(Items from a data source)
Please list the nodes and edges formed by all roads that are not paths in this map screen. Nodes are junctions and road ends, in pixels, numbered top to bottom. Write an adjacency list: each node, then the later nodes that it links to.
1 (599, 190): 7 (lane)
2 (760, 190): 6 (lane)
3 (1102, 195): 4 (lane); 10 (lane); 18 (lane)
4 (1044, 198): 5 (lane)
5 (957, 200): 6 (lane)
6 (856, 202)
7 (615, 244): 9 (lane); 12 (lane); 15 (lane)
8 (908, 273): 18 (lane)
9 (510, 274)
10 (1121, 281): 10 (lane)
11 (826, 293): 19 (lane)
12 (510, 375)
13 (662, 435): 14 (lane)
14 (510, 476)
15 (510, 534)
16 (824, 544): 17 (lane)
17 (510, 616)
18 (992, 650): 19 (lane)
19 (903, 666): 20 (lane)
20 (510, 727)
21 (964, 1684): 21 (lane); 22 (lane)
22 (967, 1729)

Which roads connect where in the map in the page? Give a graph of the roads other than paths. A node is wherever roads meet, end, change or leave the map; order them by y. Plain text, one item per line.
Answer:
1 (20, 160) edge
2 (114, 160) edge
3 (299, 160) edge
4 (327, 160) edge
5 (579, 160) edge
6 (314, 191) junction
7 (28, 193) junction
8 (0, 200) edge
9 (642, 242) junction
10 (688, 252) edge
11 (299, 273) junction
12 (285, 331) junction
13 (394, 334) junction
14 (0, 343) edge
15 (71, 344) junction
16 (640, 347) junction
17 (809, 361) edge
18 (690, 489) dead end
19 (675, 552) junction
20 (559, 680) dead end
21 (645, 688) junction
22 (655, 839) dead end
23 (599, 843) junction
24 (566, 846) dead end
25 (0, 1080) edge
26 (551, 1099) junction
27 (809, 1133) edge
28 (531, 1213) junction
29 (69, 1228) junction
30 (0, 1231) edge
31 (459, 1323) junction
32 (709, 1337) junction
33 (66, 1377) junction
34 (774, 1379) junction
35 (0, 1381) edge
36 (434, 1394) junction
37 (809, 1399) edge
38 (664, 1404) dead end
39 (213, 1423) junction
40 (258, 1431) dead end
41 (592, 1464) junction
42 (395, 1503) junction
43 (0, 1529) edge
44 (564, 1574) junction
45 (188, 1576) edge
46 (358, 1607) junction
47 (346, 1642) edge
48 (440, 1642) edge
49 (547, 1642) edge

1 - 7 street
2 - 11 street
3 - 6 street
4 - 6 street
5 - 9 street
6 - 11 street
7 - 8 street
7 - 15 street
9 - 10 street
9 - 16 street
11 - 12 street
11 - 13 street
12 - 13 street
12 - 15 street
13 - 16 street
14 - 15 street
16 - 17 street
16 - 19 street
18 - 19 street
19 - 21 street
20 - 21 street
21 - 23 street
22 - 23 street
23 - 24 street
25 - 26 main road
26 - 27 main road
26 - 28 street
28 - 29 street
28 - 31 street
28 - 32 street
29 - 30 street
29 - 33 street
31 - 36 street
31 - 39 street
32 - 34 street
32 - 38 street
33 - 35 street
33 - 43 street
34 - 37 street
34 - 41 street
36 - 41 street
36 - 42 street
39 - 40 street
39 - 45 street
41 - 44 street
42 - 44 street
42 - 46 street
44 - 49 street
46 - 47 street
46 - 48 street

--- Exercise objective ---
Could you return every record above exactly as written?

--- Answer to the exercise ---
Please list the nodes and edges formed by all roads that are not paths in this map screen. Nodes are junctions and road ends, in pixels, numbered top to bottom. Write an adjacency list: each node, then the later nodes that it links to.
1 (599, 190): 7 (lane)
2 (760, 190): 6 (lane)
3 (1102, 195): 4 (lane); 10 (lane); 18 (lane)
4 (1044, 198): 5 (lane)
5 (957, 200): 6 (lane)
6 (856, 202)
7 (615, 244): 9 (lane); 12 (lane); 15 (lane)
8 (908, 273): 18 (lane)
9 (510, 274)
10 (1121, 281): 10 (lane)
11 (826, 293): 19 (lane)
12 (510, 375)
13 (662, 435): 14 (lane)
14 (510, 476)
15 (510, 534)
16 (824, 544): 17 (lane)
17 (510, 616)
18 (992, 650): 19 (lane)
19 (903, 666): 20 (lane)
20 (510, 727)
21 (964, 1684): 21 (lane); 22 (lane)
22 (967, 1729)

Which roads connect where in the map in the page? Give a graph of the roads other than paths. A node is wherever roads meet, end, change or leave the map; order them by y. Plain text, one item per line.
Answer:
1 (20, 160) edge
2 (114, 160) edge
3 (299, 160) edge
4 (327, 160) edge
5 (579, 160) edge
6 (314, 191) junction
7 (28, 193) junction
8 (0, 200) edge
9 (642, 242) junction
10 (688, 252) edge
11 (299, 273) junction
12 (285, 331) junction
13 (394, 334) junction
14 (0, 343) edge
15 (71, 344) junction
16 (640, 347) junction
17 (809, 361) edge
18 (690, 489) dead end
19 (675, 552) junction
20 (559, 680) dead end
21 (645, 688) junction
22 (655, 839) dead end
23 (599, 843) junction
24 (566, 846) dead end
25 (0, 1080) edge
26 (551, 1099) junction
27 (809, 1133) edge
28 (531, 1213) junction
29 (69, 1228) junction
30 (0, 1231) edge
31 (459, 1323) junction
32 (709, 1337) junction
33 (66, 1377) junction
34 (774, 1379) junction
35 (0, 1381) edge
36 (434, 1394) junction
37 (809, 1399) edge
38 (664, 1404) dead end
39 (213, 1423) junction
40 (258, 1431) dead end
41 (592, 1464) junction
42 (395, 1503) junction
43 (0, 1529) edge
44 (564, 1574) junction
45 (188, 1576) edge
46 (358, 1607) junction
47 (346, 1642) edge
48 (440, 1642) edge
49 (547, 1642) edge

1 - 7 street
2 - 11 street
3 - 6 street
4 - 6 street
5 - 9 street
6 - 11 street
7 - 8 street
7 - 15 street
9 - 10 street
9 - 16 street
11 - 12 street
11 - 13 street
12 - 13 street
12 - 15 street
13 - 16 street
14 - 15 street
16 - 17 street
16 - 19 street
18 - 19 street
19 - 21 street
20 - 21 street
21 - 23 street
22 - 23 street
23 - 24 street
25 - 26 main road
26 - 27 main road
26 - 28 street
28 - 29 street
28 - 31 street
28 - 32 street
29 - 30 street
29 - 33 street
31 - 36 street
31 - 39 street
32 - 34 street
32 - 38 street
33 - 35 street
33 - 43 street
34 - 37 street
34 - 41 street
36 - 41 street
36 - 42 street
39 - 40 street
39 - 45 street
41 - 44 street
42 - 44 street
42 - 46 street
44 - 49 street
46 - 47 street
46 - 48 street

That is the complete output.